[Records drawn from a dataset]
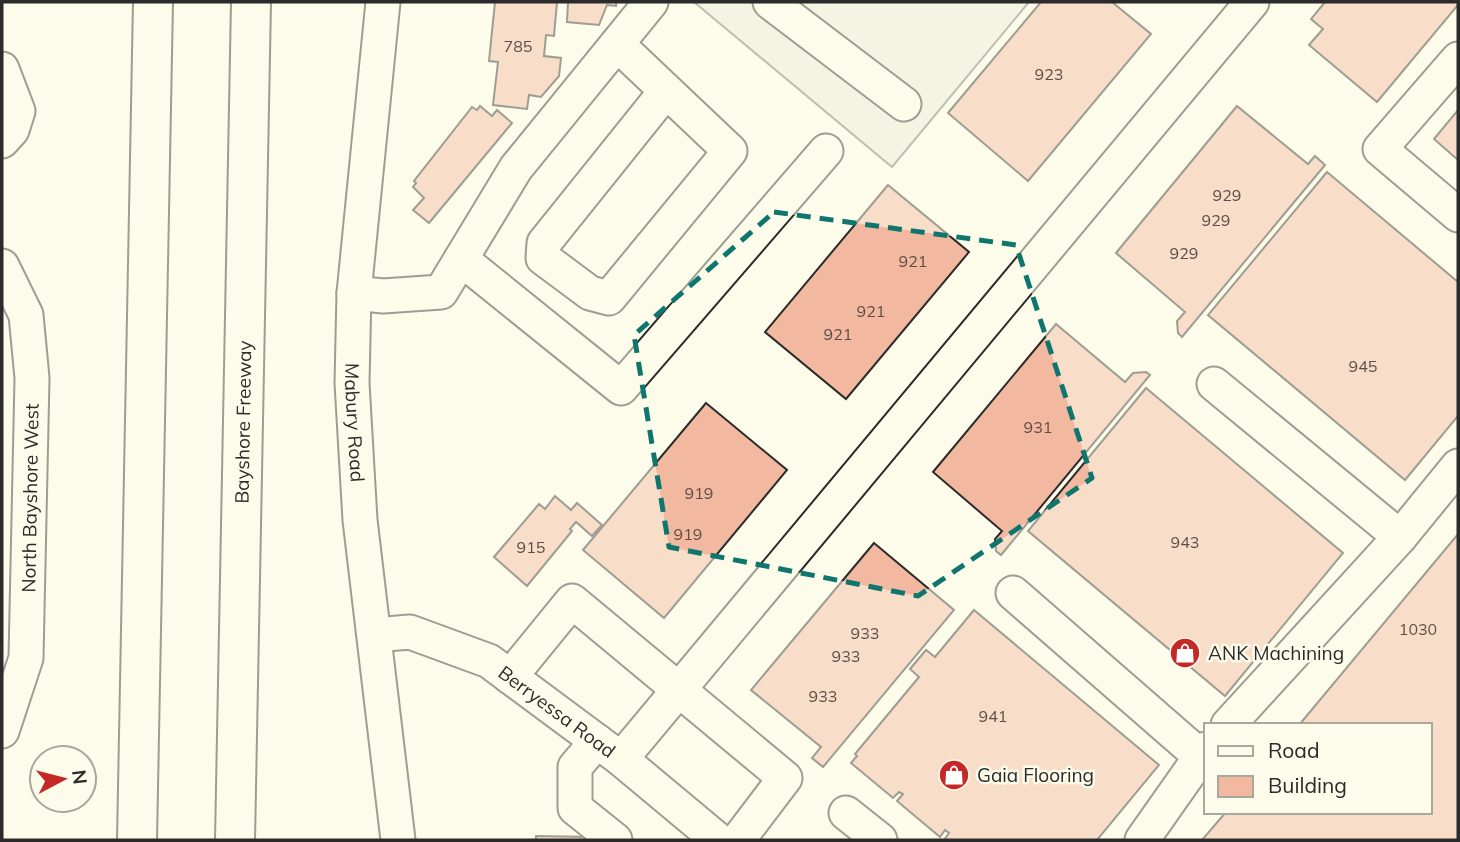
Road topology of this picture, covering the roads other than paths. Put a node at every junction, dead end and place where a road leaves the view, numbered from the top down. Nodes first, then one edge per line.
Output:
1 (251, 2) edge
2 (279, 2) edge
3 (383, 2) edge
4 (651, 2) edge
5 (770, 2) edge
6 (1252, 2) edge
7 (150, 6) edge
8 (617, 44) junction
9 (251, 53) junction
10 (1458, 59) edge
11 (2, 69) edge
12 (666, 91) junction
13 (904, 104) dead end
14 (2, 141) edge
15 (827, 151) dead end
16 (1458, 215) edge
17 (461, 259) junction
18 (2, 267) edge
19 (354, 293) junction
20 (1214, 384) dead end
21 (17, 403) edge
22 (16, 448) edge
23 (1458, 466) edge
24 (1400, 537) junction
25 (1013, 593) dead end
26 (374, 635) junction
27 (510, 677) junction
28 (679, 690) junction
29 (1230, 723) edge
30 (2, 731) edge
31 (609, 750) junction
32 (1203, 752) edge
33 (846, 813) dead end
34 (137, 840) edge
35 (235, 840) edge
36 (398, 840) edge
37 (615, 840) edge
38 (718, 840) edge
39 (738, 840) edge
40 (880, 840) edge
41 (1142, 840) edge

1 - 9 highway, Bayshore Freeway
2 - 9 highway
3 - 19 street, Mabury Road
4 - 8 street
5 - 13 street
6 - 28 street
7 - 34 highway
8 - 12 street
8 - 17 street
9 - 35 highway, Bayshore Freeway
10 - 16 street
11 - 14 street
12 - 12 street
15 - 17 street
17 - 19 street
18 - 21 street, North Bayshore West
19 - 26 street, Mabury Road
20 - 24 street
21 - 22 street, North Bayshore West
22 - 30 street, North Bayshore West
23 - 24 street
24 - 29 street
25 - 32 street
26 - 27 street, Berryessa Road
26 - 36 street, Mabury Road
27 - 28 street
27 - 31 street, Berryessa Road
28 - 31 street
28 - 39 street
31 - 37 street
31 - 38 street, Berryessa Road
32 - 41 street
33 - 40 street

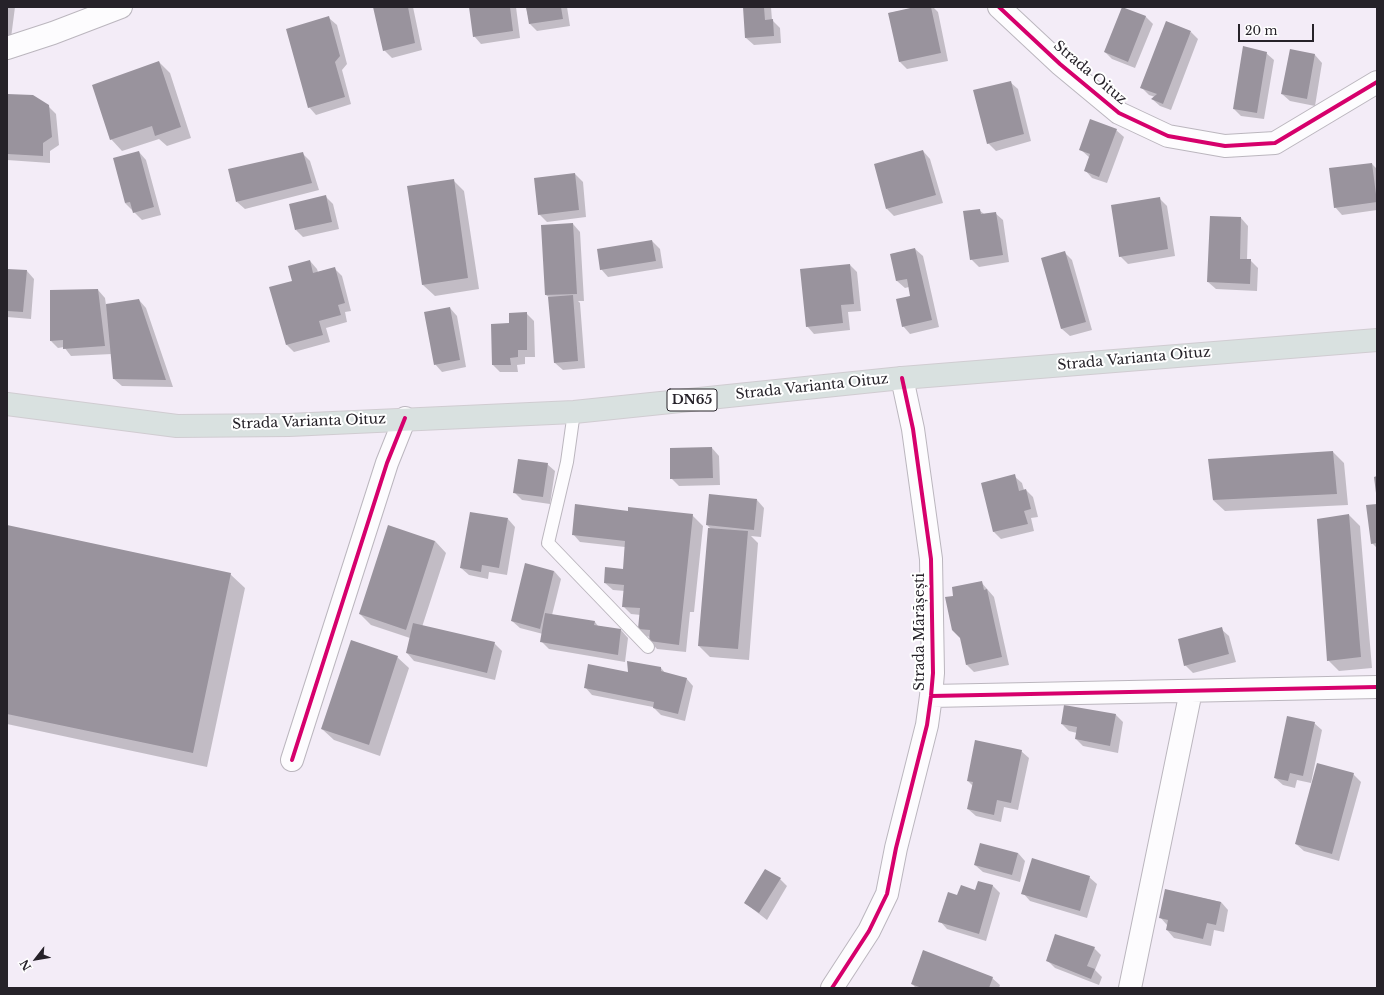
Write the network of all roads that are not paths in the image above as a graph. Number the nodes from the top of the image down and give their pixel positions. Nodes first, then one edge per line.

---

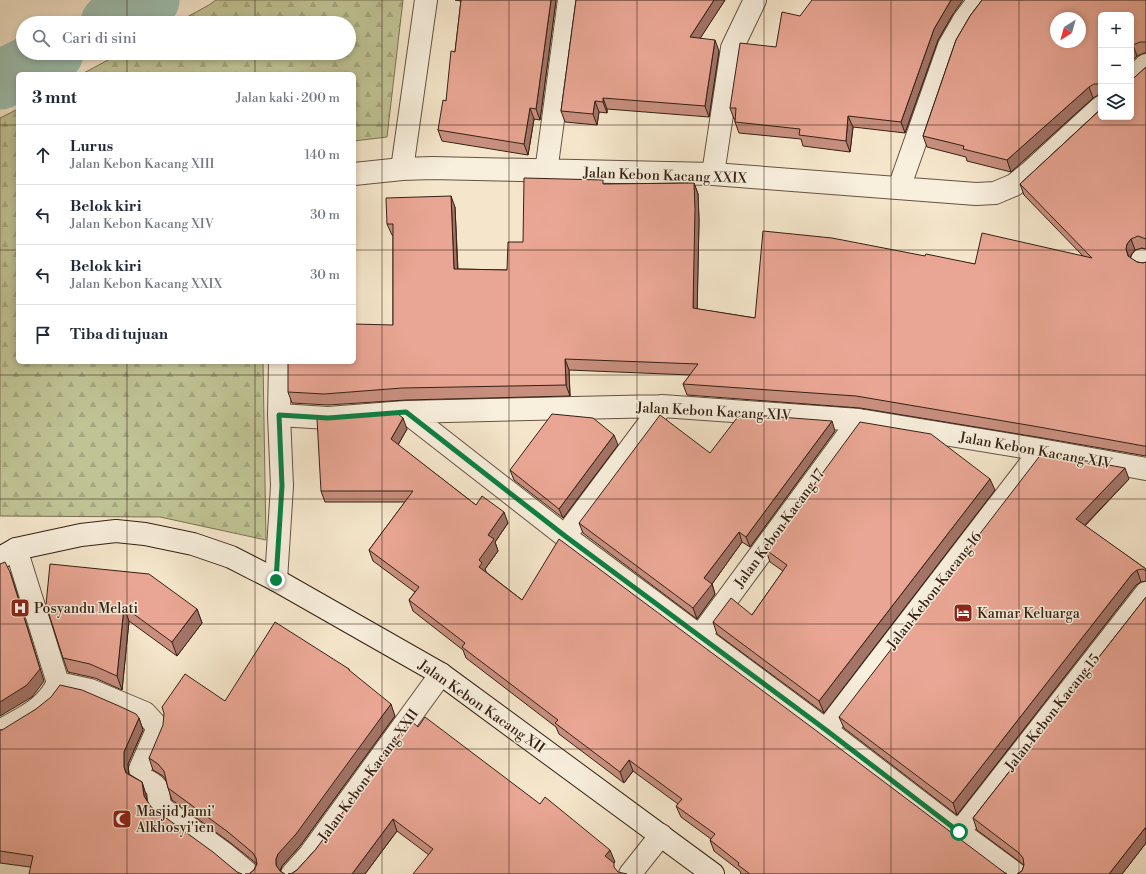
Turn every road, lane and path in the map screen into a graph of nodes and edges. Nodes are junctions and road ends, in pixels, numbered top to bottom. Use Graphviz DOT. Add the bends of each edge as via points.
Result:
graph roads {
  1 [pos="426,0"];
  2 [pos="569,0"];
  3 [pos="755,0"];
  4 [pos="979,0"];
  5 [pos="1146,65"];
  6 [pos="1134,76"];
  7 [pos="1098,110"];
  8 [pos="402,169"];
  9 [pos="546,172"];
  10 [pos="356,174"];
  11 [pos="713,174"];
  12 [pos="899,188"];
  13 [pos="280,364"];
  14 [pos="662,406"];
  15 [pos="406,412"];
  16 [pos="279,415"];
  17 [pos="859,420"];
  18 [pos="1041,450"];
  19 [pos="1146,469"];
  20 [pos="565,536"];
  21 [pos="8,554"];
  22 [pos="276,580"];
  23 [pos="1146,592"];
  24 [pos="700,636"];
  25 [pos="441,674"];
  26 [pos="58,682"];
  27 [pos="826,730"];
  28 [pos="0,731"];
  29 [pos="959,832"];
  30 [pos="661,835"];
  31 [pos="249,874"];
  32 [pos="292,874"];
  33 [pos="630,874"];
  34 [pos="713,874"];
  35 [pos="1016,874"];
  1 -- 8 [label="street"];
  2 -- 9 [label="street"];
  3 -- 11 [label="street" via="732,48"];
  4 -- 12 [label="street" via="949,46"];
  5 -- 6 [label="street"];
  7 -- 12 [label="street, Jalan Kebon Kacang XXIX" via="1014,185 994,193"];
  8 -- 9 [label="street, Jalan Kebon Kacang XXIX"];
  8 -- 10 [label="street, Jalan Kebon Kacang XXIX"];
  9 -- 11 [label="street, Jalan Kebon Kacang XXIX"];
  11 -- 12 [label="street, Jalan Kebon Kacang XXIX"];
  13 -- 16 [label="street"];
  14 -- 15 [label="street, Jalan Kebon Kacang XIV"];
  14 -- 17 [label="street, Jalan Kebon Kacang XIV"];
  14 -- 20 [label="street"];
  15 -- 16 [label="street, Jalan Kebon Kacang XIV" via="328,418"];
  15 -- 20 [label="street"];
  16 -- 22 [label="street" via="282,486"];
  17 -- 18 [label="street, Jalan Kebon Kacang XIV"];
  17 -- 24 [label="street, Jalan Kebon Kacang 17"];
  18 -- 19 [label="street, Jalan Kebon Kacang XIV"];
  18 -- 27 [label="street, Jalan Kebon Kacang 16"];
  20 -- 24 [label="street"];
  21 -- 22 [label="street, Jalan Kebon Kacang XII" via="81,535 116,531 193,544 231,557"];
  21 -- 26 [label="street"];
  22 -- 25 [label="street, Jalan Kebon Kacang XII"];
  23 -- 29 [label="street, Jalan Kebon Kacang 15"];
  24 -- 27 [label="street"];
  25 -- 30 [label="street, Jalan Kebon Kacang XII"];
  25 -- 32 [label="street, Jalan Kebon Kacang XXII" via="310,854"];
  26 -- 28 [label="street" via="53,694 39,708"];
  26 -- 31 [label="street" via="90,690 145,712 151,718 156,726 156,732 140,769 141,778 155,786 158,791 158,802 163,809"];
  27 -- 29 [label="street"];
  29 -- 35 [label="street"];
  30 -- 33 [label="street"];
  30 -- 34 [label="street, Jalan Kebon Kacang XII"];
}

*Instructions for the task*
All lines above with the word "numbered" need to be reported.

*Answer section*
Road topology of this picture, covering the roads other than paths. Put a node at every junction, dead end and place where a road leaves the view, numbered from the top down. Nodes first, then one edge per line.
Turn every road, lane and path in the map screen into a graph of nodes and edges. Nodes are junctions and road ends, in pixels, numbered top to bottom. Use Graphviz DOT. Add the bends of each edge as via points.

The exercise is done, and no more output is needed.